Family with a child, we are looking for plan B for our future! We do not want to live in a Romania on the edge of democracy


The thought of leaving the country is no longer a fantasy. It's a real discussion, with luggage almost made. It's a solution that no one wants, but it seems inevitable. Photo: Shutterstock
I'm a parent. Not a politician, not an analyst, not a geopolitical strateg. I am a man who sends his child to school in the morning and wants the evening, when he pulls the door behind him, to find the same “at home”: a free, stable, worthy country. And today, after the first round of the 2025 presidential elections in Romania, I can not say that I feel the same. The insecurity of tomorrow has installed as a deaf and hard to drive away.
An extremist candidate, open friend of Russia, won the first round.

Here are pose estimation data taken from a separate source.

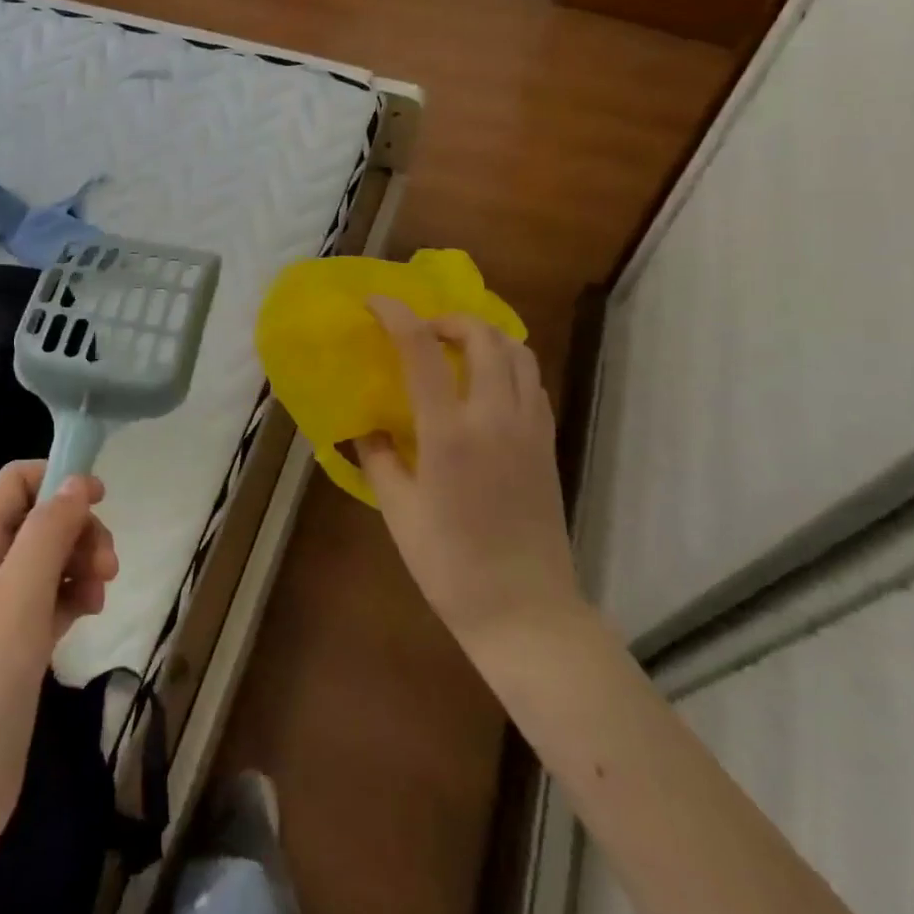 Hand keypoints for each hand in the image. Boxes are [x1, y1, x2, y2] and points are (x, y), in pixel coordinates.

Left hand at [0, 462, 119, 851]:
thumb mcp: (19, 596)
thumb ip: (49, 532)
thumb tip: (78, 482)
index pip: (15, 482)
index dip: (58, 480)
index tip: (101, 500)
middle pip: (40, 519)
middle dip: (79, 530)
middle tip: (108, 564)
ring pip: (51, 558)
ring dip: (82, 563)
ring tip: (102, 593)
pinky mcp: (15, 642)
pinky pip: (52, 597)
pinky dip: (75, 596)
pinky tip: (90, 613)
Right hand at [355, 298, 580, 652]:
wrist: (525, 611)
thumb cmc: (449, 564)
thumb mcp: (398, 510)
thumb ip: (378, 457)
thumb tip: (365, 425)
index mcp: (450, 432)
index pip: (422, 348)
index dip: (396, 314)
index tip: (374, 302)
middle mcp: (495, 417)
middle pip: (482, 334)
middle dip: (447, 318)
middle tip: (420, 331)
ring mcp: (529, 428)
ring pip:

In the second place, at a great distance, a pro-European independent, a timid voice in a screaming world. And between these two poles our future is playing now. And, above all, that of our children.
What does it mean to live with Russia at the door
For some, speeches about Russian influence seem abstract. But for parents who hold their children in the evening, listening to the news about bombing in Ukraine, fear is real. The borders no longer seem to be unheard of. A president with pro-Kremlin sympathies can transform Romania into a docile pawn into a new authoritarian, iliberal order. And when human rights become a joke, schools can become propaganda spaces, hospitals and playgrounds – ruins, and freedom – a story from old books.
What kind of life is waiting for my child in a Romania that comes out of the area of European influence? What kind of future can you build in a country that could close the borders, in the name of “protection” and “national identity”? Where can he learn? Where can he work? What can I dream about?